In September that year, the Government said it would change inherited EU laws to allow the crown stamp to return to pint glasses and for imperial measures to be used by traders.
But critics pointed out that the existing laws did not prevent the crown stamp or imperial measures being used and only mandated they were not given the same prominence as the EU mark or metric measurements.
Database of laws
The Government has published a database of retained EU law, which now looks to have underestimated the total number of legal acts from Brussels after 47 years of EU membership.
The database says there are 2,417 retained EU acts. 2,006 of those are unchanged and 182 have been amended. 196 have been repealed and just 33 replaced.
Most of the laws (570) involve the environment, agriculture and food safety and come under the departmental responsibility of Defra.
A total of 424 come under the department of Transport and 374, including post-financial crisis EU regulation, under the Treasury.
Some 318 rules are overseen by the Department of Business, Energy and Industrial Strategy, with 228 related to customs and another 208 to work and pensions.
Among the inherited rules are laws for the energy efficiency labelling of washing machines, harmonised standards for railway products, conditions for the import and sale of irradiated food, rules for pensions and statutory maternity pay, and regulations on “dangerous substances and explosive atmospheres” in the workplace.
Other rules include safety regulation for oil and gas boreholes, security at ports, capital gains tax, rules making it illegal for the under 14’s not to wear an adult seatbelt in a car and regulations over sulphur discharges from certain fuels used in shipping.
There are also rules guaranteeing disabled people access to passenger aircraft, ensuring that drinking water is clean and healthy, regulations that mean producers must pay a proportion of the cost of recycling their packaging and a UK version of the EU’s Sewage Sludge Directive.
EU laws for the control of alien species in aquaculture, African Horse Sickness, the sale of seal products, medicines for humans and credit rating agencies and financial conglomerates will also need to be revised by British officials.
Other regulations include EU common rules for technical requirements for electronic road tolling systems, laws making it illegal to refill a faulty vehicle air conditioning system, regulations to minimise noise pollution at airports, minimum rest periods for lorry drivers, and health and safety rules to protect seamen from electromagnetic fields on board ships.
British officials will also need to scrutinise EU rules for silage construction to prevent water pollution, recycling rules for spent batteries, regulations defining what a “fishing vessel” is and a multi-annual plan for bluefin tuna in the eastern Atlantic and Mediterranean.
Labelling rules and standards for wine, exotic diseases in pigs, measures for the recovery of the European eel and rules for the accidental catch of whales, dolphins and porpoises during fishing will also have to come under the microscope.
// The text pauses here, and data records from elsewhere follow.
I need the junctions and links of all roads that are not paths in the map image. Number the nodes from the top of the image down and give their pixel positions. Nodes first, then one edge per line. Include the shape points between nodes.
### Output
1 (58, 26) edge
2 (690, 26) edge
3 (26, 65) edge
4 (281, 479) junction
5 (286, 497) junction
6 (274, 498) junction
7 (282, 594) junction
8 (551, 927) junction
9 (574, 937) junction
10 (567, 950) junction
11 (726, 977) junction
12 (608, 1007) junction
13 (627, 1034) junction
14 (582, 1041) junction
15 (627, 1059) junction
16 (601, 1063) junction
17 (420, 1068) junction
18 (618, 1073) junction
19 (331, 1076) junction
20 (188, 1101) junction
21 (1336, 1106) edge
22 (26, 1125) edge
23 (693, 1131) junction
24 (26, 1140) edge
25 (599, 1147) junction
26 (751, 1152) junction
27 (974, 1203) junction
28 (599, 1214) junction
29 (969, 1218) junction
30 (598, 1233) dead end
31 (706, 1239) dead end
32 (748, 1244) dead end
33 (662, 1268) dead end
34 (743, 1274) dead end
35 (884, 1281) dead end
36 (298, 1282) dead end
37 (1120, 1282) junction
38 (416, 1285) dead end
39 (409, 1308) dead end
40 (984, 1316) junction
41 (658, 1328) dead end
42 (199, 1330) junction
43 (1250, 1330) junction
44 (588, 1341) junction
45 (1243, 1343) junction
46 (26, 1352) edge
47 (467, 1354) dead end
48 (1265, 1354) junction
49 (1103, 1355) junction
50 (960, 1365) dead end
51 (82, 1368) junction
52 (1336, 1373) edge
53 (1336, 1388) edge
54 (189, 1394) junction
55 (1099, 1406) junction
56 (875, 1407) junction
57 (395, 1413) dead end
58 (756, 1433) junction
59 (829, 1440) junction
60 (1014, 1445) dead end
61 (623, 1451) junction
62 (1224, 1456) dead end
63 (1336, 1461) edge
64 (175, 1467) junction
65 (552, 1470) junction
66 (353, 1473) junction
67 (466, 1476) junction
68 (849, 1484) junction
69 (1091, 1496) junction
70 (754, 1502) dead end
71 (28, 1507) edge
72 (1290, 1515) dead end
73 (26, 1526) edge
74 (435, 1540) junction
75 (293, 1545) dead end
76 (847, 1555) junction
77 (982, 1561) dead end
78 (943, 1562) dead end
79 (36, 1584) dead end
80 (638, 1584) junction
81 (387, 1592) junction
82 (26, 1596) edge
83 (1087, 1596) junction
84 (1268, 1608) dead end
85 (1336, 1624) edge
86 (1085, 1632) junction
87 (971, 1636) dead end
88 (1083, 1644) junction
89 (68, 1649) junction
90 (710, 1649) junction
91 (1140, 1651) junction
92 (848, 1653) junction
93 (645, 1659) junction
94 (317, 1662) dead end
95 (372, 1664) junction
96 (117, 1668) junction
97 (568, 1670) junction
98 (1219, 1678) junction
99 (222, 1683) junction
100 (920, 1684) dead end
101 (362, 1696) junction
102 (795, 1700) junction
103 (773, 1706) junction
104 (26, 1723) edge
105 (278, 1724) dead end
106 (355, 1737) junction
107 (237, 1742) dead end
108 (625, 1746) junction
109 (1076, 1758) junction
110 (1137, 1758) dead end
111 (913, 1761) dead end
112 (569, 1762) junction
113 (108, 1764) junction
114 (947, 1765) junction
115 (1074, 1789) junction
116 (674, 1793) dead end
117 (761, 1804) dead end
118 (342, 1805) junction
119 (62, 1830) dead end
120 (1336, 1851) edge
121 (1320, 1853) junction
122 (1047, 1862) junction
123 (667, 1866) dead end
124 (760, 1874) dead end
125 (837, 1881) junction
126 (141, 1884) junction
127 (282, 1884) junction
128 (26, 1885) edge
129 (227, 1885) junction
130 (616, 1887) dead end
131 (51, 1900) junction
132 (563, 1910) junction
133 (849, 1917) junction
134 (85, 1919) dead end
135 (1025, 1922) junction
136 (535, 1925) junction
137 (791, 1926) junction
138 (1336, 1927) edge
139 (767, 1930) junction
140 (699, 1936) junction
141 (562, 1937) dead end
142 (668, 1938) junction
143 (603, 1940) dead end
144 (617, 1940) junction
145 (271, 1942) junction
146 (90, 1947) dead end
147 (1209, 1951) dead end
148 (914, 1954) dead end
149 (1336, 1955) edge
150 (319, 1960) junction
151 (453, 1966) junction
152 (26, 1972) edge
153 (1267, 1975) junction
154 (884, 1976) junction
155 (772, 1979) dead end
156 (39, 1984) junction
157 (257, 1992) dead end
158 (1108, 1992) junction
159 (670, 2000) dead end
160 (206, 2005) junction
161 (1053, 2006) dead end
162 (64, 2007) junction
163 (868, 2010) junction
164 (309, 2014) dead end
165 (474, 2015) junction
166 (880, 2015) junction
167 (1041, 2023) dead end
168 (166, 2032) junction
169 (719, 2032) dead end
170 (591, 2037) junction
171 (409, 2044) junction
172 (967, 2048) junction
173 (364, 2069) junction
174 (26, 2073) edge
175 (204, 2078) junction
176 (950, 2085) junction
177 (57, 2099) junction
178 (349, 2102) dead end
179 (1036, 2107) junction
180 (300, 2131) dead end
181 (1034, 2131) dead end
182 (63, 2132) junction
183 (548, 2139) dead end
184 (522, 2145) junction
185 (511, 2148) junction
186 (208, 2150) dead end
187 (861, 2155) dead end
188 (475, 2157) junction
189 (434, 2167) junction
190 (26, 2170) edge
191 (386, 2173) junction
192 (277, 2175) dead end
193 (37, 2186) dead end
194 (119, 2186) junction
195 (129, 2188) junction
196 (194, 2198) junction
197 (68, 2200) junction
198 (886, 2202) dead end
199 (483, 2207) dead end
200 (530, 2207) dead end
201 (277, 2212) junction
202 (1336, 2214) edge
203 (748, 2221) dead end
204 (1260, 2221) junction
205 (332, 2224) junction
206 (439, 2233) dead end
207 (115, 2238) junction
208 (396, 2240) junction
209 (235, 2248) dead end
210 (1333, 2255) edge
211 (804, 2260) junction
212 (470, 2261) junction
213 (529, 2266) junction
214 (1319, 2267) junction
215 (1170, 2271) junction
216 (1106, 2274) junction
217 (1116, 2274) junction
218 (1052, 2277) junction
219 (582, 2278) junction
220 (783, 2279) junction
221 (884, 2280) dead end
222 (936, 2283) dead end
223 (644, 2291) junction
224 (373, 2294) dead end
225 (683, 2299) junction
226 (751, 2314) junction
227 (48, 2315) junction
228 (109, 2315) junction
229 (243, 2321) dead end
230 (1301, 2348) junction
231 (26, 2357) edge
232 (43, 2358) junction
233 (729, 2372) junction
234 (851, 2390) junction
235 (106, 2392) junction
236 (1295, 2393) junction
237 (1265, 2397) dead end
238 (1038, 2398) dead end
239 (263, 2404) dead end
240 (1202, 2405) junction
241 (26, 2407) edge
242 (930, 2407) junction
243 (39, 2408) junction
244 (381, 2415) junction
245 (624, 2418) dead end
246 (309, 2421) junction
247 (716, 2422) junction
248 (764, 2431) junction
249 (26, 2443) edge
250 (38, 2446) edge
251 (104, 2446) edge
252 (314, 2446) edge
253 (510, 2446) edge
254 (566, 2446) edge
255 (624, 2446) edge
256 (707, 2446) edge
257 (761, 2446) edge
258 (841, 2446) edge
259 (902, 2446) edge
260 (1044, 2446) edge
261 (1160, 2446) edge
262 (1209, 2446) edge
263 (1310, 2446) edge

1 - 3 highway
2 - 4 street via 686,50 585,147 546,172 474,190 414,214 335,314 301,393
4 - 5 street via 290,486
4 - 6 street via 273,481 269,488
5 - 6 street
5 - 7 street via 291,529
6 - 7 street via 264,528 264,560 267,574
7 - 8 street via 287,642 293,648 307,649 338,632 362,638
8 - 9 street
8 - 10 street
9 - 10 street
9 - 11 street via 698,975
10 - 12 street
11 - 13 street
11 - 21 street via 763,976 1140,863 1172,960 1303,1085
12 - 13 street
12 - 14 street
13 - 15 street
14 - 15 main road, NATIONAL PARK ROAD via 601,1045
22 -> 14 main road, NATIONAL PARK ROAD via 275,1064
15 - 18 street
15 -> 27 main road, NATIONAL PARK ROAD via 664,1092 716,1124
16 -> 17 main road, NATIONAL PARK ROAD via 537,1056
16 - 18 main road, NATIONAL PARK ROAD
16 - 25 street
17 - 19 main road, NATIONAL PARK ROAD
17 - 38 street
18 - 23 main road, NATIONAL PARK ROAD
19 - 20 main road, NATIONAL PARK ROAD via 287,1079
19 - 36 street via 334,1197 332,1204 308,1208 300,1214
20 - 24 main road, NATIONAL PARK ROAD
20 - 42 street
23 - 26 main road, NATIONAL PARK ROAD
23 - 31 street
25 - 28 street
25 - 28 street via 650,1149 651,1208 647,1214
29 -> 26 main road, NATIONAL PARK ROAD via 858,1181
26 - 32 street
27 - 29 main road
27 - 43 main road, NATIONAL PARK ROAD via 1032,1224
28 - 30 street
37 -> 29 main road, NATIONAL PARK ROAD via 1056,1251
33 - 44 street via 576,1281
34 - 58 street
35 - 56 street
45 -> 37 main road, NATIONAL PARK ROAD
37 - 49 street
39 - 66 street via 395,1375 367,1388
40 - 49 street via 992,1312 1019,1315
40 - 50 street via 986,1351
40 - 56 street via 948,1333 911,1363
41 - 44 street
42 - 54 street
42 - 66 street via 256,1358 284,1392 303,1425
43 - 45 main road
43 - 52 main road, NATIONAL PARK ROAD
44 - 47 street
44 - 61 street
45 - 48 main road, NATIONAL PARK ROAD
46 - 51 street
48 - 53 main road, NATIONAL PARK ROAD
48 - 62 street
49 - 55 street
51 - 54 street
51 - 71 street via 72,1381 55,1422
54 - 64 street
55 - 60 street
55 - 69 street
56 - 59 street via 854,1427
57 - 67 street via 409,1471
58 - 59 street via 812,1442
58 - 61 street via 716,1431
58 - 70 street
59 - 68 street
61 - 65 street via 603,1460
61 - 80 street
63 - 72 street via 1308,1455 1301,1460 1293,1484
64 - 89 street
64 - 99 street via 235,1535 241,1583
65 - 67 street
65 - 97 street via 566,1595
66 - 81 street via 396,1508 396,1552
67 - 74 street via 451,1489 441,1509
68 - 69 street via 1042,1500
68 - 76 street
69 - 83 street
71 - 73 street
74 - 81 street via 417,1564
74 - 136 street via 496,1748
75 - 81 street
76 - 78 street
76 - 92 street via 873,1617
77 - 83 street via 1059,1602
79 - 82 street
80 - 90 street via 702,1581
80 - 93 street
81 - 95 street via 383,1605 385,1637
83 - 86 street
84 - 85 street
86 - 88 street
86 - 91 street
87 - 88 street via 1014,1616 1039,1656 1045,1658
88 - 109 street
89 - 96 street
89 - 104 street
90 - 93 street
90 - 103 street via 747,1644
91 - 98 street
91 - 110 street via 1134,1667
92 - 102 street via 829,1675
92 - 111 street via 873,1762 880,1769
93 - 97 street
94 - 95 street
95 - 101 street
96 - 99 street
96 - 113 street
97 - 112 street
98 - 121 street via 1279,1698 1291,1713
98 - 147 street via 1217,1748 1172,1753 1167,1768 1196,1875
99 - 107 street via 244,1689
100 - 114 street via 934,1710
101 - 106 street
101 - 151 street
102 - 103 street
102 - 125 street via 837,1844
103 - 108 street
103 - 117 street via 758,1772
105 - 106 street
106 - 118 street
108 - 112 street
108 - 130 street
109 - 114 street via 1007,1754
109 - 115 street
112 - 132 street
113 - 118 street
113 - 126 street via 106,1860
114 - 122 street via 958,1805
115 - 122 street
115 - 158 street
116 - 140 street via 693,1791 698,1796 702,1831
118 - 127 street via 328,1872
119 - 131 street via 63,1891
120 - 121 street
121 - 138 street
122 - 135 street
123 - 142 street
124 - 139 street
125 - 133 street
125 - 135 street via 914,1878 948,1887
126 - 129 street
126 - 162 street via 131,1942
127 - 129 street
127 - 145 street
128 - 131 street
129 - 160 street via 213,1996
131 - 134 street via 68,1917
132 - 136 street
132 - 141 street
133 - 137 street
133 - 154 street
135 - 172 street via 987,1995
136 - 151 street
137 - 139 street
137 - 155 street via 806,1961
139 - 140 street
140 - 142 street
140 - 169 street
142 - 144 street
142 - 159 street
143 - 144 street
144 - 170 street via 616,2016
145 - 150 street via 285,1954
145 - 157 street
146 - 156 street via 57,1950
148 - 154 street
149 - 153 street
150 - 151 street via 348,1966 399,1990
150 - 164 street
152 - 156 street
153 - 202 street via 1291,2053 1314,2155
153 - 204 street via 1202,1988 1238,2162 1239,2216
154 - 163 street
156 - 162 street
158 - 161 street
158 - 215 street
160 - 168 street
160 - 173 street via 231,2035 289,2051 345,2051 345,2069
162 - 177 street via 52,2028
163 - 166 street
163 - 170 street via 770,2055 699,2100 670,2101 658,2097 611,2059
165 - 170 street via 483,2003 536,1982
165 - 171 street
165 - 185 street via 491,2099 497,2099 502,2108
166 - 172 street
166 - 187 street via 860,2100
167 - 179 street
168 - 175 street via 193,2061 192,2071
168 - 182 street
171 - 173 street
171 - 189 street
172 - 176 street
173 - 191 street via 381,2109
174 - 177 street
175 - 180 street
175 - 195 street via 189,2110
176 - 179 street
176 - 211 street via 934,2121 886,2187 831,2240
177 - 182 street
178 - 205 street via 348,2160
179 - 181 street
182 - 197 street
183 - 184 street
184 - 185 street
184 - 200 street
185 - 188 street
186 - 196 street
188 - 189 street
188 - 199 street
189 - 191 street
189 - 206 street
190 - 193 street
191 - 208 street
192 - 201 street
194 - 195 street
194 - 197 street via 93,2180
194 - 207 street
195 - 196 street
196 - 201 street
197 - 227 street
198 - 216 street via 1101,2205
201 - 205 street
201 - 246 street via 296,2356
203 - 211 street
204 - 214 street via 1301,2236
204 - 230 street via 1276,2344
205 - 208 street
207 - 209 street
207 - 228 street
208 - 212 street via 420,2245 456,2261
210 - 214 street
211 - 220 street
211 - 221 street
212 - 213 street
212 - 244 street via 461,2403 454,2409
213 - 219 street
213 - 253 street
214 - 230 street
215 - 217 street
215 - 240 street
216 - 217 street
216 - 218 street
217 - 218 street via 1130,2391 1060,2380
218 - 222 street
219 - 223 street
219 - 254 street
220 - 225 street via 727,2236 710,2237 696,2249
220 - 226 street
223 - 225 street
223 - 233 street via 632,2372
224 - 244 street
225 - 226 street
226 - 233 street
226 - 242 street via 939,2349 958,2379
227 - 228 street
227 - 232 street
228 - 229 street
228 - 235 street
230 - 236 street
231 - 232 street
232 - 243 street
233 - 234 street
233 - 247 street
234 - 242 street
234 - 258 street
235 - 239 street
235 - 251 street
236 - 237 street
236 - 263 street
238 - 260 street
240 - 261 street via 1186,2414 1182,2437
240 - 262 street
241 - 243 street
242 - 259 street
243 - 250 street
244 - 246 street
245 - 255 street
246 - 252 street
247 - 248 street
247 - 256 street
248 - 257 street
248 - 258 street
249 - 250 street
British goat-keepers will be interested to know if EU rules for the tagging and traceability of the horned animals will survive the scrutiny of the army of UK bureaucrats porting over the lawbooks. So will importers of Turkish seafood, where live bivalve molluscs are subject to additional EU safeguards, which were transposed into British law wholesale.
Officials will also have to look over the list of non-EU countries authorised to supply the UK with edible insects and snails, as well as rules obliging broadcasters of digital television to do so in a widescreen format, footwear labelling and holiday timeshares.